- [Description of the task] Your task is to copy every line below that contains the word "Roboto".

++++++

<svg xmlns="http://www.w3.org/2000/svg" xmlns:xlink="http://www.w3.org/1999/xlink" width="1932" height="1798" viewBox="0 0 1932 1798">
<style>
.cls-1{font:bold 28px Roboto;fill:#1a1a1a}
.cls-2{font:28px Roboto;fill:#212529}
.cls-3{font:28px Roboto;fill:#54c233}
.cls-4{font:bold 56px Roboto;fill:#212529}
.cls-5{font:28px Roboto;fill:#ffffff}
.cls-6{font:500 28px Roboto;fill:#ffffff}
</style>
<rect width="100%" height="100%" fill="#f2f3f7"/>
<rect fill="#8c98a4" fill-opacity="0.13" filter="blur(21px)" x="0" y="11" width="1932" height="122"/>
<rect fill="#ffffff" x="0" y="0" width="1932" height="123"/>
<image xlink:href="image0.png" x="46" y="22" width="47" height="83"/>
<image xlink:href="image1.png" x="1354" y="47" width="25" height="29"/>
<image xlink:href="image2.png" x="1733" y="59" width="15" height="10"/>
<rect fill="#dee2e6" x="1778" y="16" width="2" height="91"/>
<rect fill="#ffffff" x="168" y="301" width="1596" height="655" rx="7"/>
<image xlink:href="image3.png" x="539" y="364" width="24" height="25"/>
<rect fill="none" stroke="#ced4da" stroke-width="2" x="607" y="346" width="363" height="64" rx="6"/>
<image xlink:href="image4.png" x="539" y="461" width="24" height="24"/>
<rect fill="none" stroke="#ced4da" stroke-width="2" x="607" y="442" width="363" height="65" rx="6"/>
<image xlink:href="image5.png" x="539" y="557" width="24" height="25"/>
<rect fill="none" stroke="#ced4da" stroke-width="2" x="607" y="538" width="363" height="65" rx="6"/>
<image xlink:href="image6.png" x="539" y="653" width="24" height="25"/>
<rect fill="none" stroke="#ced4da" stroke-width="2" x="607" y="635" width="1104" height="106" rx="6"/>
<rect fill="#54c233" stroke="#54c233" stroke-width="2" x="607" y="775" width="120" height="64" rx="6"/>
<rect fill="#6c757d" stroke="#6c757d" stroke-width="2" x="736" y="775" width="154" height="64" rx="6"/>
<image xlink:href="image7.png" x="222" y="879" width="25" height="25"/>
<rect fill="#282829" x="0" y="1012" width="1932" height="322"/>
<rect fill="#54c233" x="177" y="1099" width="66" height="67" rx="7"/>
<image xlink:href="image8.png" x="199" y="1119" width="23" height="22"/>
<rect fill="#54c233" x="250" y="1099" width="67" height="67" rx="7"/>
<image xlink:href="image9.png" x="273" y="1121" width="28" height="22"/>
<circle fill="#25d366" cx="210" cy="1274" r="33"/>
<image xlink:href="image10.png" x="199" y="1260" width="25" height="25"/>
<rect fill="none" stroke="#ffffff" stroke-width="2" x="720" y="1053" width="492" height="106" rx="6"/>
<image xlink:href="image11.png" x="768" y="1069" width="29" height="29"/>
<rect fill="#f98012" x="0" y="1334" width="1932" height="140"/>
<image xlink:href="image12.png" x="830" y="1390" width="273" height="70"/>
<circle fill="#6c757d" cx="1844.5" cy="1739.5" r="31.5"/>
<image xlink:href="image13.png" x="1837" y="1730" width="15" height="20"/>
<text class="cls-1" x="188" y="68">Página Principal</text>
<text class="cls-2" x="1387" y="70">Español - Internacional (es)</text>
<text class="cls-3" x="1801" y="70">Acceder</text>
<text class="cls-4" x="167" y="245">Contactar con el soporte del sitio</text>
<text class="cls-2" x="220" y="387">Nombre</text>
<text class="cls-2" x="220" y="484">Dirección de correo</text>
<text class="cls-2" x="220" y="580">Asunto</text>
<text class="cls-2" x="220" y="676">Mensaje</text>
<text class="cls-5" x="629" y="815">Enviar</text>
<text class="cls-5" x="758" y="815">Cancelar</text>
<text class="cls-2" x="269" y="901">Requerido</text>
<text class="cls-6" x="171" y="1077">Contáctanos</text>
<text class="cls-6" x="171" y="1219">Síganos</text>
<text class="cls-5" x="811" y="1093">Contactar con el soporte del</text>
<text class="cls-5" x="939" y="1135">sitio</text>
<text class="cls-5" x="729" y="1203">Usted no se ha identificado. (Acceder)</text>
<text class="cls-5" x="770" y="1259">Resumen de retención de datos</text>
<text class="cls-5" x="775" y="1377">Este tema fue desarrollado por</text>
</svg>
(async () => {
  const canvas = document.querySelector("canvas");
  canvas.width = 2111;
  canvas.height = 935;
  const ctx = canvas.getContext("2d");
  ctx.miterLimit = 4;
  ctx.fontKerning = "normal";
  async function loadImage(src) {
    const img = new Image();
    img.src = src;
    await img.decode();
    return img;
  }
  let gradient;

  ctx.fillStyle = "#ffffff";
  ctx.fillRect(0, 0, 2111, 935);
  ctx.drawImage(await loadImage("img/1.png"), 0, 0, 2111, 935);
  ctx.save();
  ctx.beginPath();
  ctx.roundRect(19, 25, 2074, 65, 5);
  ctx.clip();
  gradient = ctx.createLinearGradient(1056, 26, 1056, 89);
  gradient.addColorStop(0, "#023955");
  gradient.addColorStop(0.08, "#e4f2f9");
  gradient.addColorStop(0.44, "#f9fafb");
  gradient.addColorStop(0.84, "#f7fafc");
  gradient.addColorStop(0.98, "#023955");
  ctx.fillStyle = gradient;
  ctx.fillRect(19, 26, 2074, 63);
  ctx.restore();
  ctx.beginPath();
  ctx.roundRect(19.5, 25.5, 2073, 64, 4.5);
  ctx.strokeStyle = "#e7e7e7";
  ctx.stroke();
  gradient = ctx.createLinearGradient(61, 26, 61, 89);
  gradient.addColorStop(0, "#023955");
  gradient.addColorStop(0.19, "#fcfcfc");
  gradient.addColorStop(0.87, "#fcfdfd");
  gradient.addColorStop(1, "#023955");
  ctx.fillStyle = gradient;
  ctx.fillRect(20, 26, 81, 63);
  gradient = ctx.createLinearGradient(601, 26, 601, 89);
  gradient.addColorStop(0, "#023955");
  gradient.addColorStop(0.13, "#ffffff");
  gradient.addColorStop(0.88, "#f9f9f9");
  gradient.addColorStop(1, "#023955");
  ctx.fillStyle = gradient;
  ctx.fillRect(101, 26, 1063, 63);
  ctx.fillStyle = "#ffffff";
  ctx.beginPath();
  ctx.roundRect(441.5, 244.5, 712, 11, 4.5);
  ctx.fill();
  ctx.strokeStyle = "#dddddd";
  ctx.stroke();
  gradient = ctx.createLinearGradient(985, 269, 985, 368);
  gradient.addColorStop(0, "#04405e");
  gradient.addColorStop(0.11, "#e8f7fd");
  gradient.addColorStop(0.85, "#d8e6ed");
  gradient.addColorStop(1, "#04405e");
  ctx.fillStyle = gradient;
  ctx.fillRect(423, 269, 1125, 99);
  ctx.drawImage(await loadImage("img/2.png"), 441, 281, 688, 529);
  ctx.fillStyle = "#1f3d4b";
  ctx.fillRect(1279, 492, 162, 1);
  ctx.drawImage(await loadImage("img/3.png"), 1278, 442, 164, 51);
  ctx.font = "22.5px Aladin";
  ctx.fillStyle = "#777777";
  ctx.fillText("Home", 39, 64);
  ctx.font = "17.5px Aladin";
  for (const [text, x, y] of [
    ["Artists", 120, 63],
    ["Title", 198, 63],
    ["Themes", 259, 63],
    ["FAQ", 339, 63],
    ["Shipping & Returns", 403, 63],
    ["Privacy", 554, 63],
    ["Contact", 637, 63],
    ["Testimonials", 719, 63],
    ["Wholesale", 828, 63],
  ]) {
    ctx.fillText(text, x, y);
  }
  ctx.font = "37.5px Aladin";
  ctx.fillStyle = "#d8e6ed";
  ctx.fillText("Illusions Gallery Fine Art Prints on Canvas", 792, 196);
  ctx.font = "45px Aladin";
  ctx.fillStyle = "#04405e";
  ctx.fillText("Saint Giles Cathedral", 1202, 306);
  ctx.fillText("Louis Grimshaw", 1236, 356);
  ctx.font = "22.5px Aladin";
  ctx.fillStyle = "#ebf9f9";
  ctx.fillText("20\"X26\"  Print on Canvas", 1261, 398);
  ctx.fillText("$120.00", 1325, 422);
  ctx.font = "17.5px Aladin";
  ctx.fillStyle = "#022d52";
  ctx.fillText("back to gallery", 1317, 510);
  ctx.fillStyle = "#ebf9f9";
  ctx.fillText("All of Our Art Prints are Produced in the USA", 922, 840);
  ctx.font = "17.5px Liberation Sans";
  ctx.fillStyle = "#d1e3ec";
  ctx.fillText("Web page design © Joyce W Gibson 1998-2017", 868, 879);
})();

++++++

- [Answer space]
.cls-1{font:bold 28px Roboto;fill:#1a1a1a}
.cls-2{font:28px Roboto;fill:#212529}
.cls-3{font:28px Roboto;fill:#54c233}
.cls-4{font:bold 56px Roboto;fill:#212529}
.cls-5{font:28px Roboto;fill:#ffffff}
.cls-6{font:500 28px Roboto;fill:#ffffff}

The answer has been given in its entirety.